Having been afforded some time away from the daily grind, the working class was finally given the opportunity reflect on whether such a seemingly endless and inescapable struggle ought to be their destiny.

This period of introspection, combined with headlines reporting “labor shortages” and “supply chain issues,” has led workers to realize that they do in fact deserve better, and that circumstances have aligned such that better work in better conditions for better wages are all demands that they are better positioned to leverage than ever before in their lifetimes. And they’re seizing the opportunity.

The virtues of capitalism once seen as virtually “divine” are now being exposed for the lies they’ve always been, as this supposedly unimpeachable economic system is unable to dig itself out of the hole its found itself in.

After all, the obvious market-based solution to a labor shortage can be summed up using simple supply and demand logic: the higher the demand for a product or service, the higher its price.
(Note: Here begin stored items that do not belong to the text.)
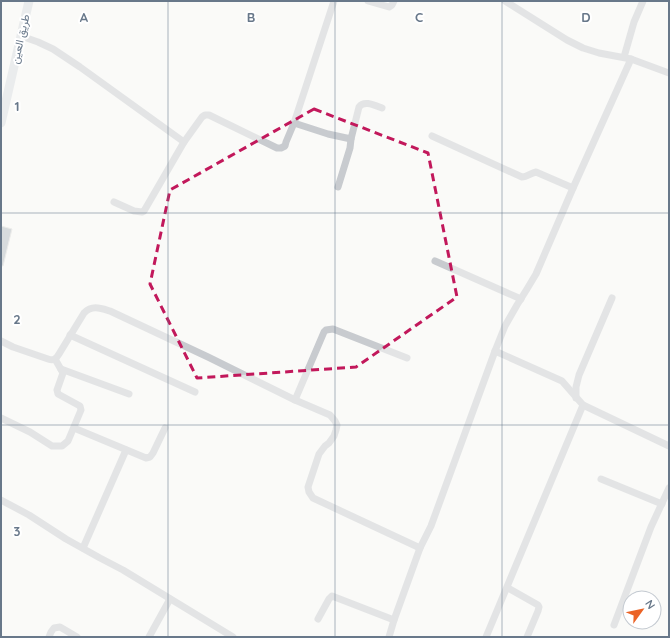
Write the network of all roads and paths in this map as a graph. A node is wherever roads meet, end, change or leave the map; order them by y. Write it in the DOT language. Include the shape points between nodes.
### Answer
graph roads {
  1 [pos="30,1"];
  2 [pos="334,1"];
  3 [pos="368,1"];
  4 [pos="394,1"];
  5 [pos="505,1"];
  6 [pos="643,1"];
  7 [pos="21,36"];
  8 [pos="627,58"];
  9 [pos="669,73"];
  10 [pos="382,108"];
  11 [pos="1,123"];
  12 [pos="294,123"];
  13 [pos="432,136"];
  14 [pos="351,139"];
  15 [pos="184,142"];
  16 [pos="338,187"];
  17 [pos="573,188"];
  18 [pos="114,202"];
  19 [pos="435,261"];
  20 [pos="612,298"];
  21 [pos="521,299"];
  22 [pos="70,334"];
  23 [pos="1,341"];
  24 [pos="495,351"];
  25 [pos="407,358"];
  26 [pos="55,359"];
  27 [pos="61,368"];
  28 [pos="195,392"];
  29 [pos="129,394"];
  30 [pos="576,399"];
  31 [pos="295,400"];
  32 [pos="583,405"];
  33 [pos="1,418"];
  34 [pos="74,428"];
  35 [pos="165,428"];
  36 [pos="669,446"];
  37 [pos="126,450"];
  38 [pos="601,479"];
  39 [pos="669,488"];
  40 [pos="1,500"];
  41 [pos="662,504"];
  42 [pos="83,548"];
  43 [pos="420,548"];
  44 [pos="508,588"];
  45 [pos="170,599"];
  46 [pos="318,619"];
  47 [pos="394,620"];
  48 [pos="614,625"];
  49 [pos="49,637"];
  50 [pos="77,637"];
  51 [pos="148,637"];
  52 [pos="233,637"];
  53 [pos="389,637"];
  54 [pos="486,637"];
  55 [pos="527,637"];
  1 -- 7 [label="main road, طريق العين"];
  2 -- 12 [label="street"];
  3 -- 4 [label="street" via="389,7"];
  5 -- 8 [label="street" via="583,48"];
  6 -- 8 [label="street" via="634,22"];
  7 -- 11 [label="main road, طريق العين"];
  7 -- 15 [label="street" via="53,49"];
  8 -- 9 [label="street"];
  8 -- 17 [label="street"];
  10 -- 14 [label="street" via="367,103 361,104"];
  12 -- 14 [label="street"];
  12 -- 15 [label="street" via="285,146 277,148 210,115 205,115"];
  13 -- 17 [label="street" via="522,177 536,172"];
  14 -- 16 [label="street"];
  15 -- 18 [label="street" via="142,212"];
  17 -- 21 [label="street" via="536,274"];
  19 -- 21 [label="street"];
  20 -- 30 [label="street" via="579,375"];
  21 -- 24 [label="street" via="505,326"];
  22 -- 26 [label="street"];
  22 -- 28 [label="street"];
  22 -- 31 [label="street" via="88,309 100,308"];
  23 -- 26 [label="street" via="48,359"];
  24 -- 30 [label="street" via="562,381"];
  24 -- 43 [label="street" via="431,526"];
  25 -- 31 [label="street" via="333,329 326,330"];
  26 -- 27 [label="street"];
  27 -- 29 [label="street"];
  27 -- 34 [label="street" via="63,375 58,394 80,406 81,410"];
  30 -- 32 [label="street"];
  31 -- 43 [label="street" via="330,415 337,425 334,436 319,454 308,487 313,498"];
  32 -- 36 [label="street"];
  32 -- 44 [label="street"];
  33 -- 34 [label="street" via="52,446 65,444"];
  34 -- 37 [label="street"];
  35 -- 37 [label="street" via="150,457 146,458"];
  37 -- 42 [label="street"];
  38 -- 41 [label="street"];
  39 -- 41 [label="street"];
  40 -- 42 [label="street"];
  41 -- 48 [label="street"];
  42 -- 45 [label="street"];
  43 -- 47 [label="street"];
  44 -- 54 [label="street"];
  44 -- 55 [label="street" via="538,604"];
  45 -- 51 [label="street"];
  45 -- 52 [label="street"];
  46 -- 47 [label="street" via="332,596"];
  47 -- 53 [label="street"];
  49 -- 50 [label="street" via="54,628 60,627"];
}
But rather than satisfy such a demand by increasing wages, the ownership class is choosing instead to cry foul at the very system they’ve exploited their entire lives, and falsely complain that “no one wants to work anymore.”

And so while their bosses throw their tantrums, laborers are learning firsthand that despite the dominance of capitalist hegemony, as Le Guin said, “any human power can be resisted and changed by human beings,” and they’re mobilizing to make these changes happen.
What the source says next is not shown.